====== Excerpted data ======

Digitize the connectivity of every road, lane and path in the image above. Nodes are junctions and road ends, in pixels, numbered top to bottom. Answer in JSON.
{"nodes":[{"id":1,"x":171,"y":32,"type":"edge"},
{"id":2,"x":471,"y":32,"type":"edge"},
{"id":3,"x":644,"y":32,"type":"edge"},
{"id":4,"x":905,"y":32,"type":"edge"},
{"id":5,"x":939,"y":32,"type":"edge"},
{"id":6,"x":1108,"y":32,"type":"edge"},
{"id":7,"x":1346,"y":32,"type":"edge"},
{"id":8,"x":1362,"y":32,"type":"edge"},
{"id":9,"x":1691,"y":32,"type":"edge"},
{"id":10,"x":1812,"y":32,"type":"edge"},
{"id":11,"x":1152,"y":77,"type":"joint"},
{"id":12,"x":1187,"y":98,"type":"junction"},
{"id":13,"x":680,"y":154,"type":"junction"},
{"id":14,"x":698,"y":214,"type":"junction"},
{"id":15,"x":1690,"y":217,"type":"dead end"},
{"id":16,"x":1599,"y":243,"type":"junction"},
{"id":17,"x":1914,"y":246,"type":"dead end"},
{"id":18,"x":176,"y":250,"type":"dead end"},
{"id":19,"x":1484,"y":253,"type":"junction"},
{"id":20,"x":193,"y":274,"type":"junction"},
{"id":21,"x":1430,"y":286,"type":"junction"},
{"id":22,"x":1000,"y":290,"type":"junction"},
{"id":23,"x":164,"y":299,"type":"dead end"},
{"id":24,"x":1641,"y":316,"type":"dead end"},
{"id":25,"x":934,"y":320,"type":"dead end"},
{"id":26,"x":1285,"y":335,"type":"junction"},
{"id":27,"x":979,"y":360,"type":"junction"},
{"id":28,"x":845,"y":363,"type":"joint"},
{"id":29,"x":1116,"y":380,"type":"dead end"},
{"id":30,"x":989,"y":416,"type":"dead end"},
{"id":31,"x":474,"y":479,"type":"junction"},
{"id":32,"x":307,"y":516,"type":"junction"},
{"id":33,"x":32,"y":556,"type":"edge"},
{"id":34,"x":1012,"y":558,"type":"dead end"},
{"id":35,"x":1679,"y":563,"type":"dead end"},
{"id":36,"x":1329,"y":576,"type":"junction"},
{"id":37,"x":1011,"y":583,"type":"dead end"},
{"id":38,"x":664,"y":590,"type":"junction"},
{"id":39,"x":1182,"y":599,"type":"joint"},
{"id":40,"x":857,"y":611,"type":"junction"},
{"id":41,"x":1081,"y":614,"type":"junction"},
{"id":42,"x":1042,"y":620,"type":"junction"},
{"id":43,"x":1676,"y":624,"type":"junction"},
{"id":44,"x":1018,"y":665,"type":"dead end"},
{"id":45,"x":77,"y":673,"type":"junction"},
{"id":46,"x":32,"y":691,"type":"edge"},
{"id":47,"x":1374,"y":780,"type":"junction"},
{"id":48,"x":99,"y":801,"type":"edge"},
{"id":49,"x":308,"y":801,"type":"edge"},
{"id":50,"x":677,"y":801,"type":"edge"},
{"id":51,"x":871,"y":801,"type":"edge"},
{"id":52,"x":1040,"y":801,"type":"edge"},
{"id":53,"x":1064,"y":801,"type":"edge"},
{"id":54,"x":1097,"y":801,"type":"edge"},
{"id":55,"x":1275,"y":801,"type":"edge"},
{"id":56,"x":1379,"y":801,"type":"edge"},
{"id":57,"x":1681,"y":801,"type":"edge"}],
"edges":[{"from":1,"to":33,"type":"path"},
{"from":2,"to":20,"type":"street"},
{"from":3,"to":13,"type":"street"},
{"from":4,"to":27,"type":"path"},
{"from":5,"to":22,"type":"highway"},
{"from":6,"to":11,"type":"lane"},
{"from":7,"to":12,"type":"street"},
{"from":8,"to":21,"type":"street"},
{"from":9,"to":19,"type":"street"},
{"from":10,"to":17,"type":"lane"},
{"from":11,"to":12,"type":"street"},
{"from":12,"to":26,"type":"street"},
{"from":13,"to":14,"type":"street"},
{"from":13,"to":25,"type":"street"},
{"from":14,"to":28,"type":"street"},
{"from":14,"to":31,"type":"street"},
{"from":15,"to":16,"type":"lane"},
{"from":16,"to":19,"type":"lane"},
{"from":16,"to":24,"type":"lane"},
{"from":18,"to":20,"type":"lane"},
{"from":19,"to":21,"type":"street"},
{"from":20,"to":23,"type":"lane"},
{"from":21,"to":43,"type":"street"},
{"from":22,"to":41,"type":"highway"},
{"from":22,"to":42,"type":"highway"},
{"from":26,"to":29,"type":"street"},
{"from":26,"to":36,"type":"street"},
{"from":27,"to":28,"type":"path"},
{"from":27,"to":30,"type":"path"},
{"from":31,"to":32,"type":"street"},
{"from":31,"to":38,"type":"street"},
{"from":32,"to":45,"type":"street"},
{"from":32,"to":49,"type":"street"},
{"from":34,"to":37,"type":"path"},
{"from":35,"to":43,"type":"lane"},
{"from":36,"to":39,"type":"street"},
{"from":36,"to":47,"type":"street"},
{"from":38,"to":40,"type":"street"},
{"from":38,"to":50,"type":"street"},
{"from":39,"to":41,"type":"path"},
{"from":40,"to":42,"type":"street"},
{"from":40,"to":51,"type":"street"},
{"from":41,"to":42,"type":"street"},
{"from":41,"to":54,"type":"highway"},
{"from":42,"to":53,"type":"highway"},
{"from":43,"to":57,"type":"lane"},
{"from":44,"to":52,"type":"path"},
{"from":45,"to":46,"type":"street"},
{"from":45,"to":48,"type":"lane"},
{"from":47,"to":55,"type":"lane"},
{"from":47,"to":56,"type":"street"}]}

======

### Aim of the task
The full listing, repeated exactly, is the expected answer.

### Solution below
Digitize the connectivity of every road, lane and path in the image above. Nodes are junctions and road ends, in pixels, numbered top to bottom. Answer in JSON.
{"nodes":[{"id":1,"x":171,"y":32,"type":"edge"},
{"id":2,"x":471,"y":32,"type":"edge"},
{"id":3,"x":644,"y":32,"type":"edge"},
{"id":4,"x":905,"y":32,"type":"edge"},
{"id":5,"x":939,"y":32,"type":"edge"},
{"id":6,"x":1108,"y":32,"type":"edge"},
{"id":7,"x":1346,"y":32,"type":"edge"},
{"id":8,"x":1362,"y":32,"type":"edge"},
{"id":9,"x":1691,"y":32,"type":"edge"},
{"id":10,"x":1812,"y":32,"type":"edge"},
{"id":11,"x":1152,"y":77,"type":"joint"},
{"id":12,"x":1187,"y":98,"type":"junction"},
{"id":13,"x":680,"y":154,"type":"junction"},
{"id":14,"x":698,"y":214,"type":"junction"},
{"id":15,"x":1690,"y":217,"type":"dead end"},
{"id":16,"x":1599,"y":243,"type":"junction"},
{"id":17,"x":1914,"y":246,"type":"dead end"},
{"id":18,"x":176,"y":250,"type":"dead end"},
{"id":19,"x":1484,"y":253,"type":"junction"},
{"id":20,"x":193,"y":274,"type":"junction"},
{"id":21,"x":1430,"y":286,"type":"junction"},
{"id":22,"x":1000,"y":290,"type":"junction"},
{"id":23,"x":164,"y":299,"type":"dead end"},
{"id":24,"x":1641,"y":316,"type":"dead end"},
{"id":25,"x":934,"y":320,"type":"dead end"},
{"id":26,"x":1285,"y":335,"type":"junction"},
{"id":27,"x":979,"y":360,"type":"junction"},
{"id":28,"x":845,"y":363,"type":"joint"},
{"id":29,"x":1116,"y":380,"type":"dead end"},
{"id":30,"x":989,"y":416,"type":"dead end"},
{"id":31,"x":474,"y":479,"type":"junction"},
{"id":32,"x":307,"y":516,"type":"junction"},
{"id":33,"x":32,"y":556,"type":"edge"},
{"id":34,"x":1012,"y":558,"type":"dead end"},
{"id":35,"x":1679,"y":563,"type":"dead end"},
{"id":36,"x":1329,"y":576,"type":"junction"},
{"id":37,"x":1011,"y":583,"type":"dead end"},
{"id":38,"x":664,"y":590,"type":"junction"},
{"id":39,"x":1182,"y":599,"type":"joint"},
{"id":40,"x":857,"y":611,"type":"junction"},
{"id":41,"x":1081,"y":614,"type":"junction"},
{"id":42,"x":1042,"y":620,"type":"junction"},
{"id":43,"x":1676,"y":624,"type":"junction"},
{"id":44,"x":1018,"y":665,"type":"dead end"},
{"id":45,"x":77,"y":673,"type":"junction"},
{"id":46,"x":32,"y":691,"type":"edge"},
{"id":47,"x":1374,"y":780,"type":"junction"},
{"id":48,"x":99,"y":801,"type":"edge"},
{"id":49,"x":308,"y":801,"type":"edge"},
{"id":50,"x":677,"y":801,"type":"edge"},
{"id":51,"x":871,"y":801,"type":"edge"},
{"id":52,"x":1040,"y":801,"type":"edge"},
{"id":53,"x":1064,"y":801,"type":"edge"},
{"id":54,"x":1097,"y":801,"type":"edge"},
{"id":55,"x":1275,"y":801,"type":"edge"},
{"id":56,"x":1379,"y":801,"type":"edge"},
{"id":57,"x":1681,"y":801,"type":"edge"}],
"edges":[{"from":1,"to":33,"type":"path"},
{"from":2,"to":20,"type":"street"},
{"from":3,"to":13,"type":"street"},
{"from":4,"to":27,"type":"path"},
{"from":5,"to":22,"type":"highway"},
{"from":6,"to":11,"type":"lane"},
{"from":7,"to":12,"type":"street"},
{"from":8,"to":21,"type":"street"},
{"from":9,"to":19,"type":"street"},
{"from":10,"to":17,"type":"lane"},
{"from":11,"to":12,"type":"street"},
{"from":12,"to":26,"type":"street"},
{"from":13,"to":14,"type":"street"},
{"from":13,"to":25,"type":"street"},
{"from":14,"to":28,"type":"street"},
{"from":14,"to":31,"type":"street"},
{"from":15,"to":16,"type":"lane"},
{"from":16,"to":19,"type":"lane"},
{"from":16,"to":24,"type":"lane"},
{"from":18,"to":20,"type":"lane"},
{"from":19,"to":21,"type":"street"},
{"from":20,"to":23,"type":"lane"},
{"from":21,"to":43,"type":"street"},
{"from":22,"to":41,"type":"highway"},
{"from":22,"to":42,"type":"highway"},
{"from":26,"to":29,"type":"street"},
{"from":26,"to":36,"type":"street"},
{"from":27,"to":28,"type":"path"},
{"from":27,"to":30,"type":"path"},
{"from":31,"to":32,"type":"street"},
{"from":31,"to":38,"type":"street"},
{"from":32,"to":45,"type":"street"},
{"from":32,"to":49,"type":"street"},
{"from":34,"to":37,"type":"path"},
{"from":35,"to":43,"type":"lane"},
{"from":36,"to":39,"type":"street"},
{"from":36,"to":47,"type":"street"},
{"from":38,"to":40,"type":"street"},
{"from":38,"to":50,"type":"street"},
{"from":39,"to":41,"type":"path"},
{"from":40,"to":42,"type":"street"},
{"from":40,"to":51,"type":"street"},
{"from":41,"to":42,"type":"street"},
{"from":41,"to":54,"type":"highway"},
{"from":42,"to":53,"type":"highway"},
{"from":43,"to":57,"type":"lane"},
{"from":44,"to":52,"type":"path"},
{"from":45,"to":46,"type":"street"},
{"from":45,"to":48,"type":"lane"},
{"from":47,"to":55,"type":"lane"},
{"from":47,"to":56,"type":"street"}]}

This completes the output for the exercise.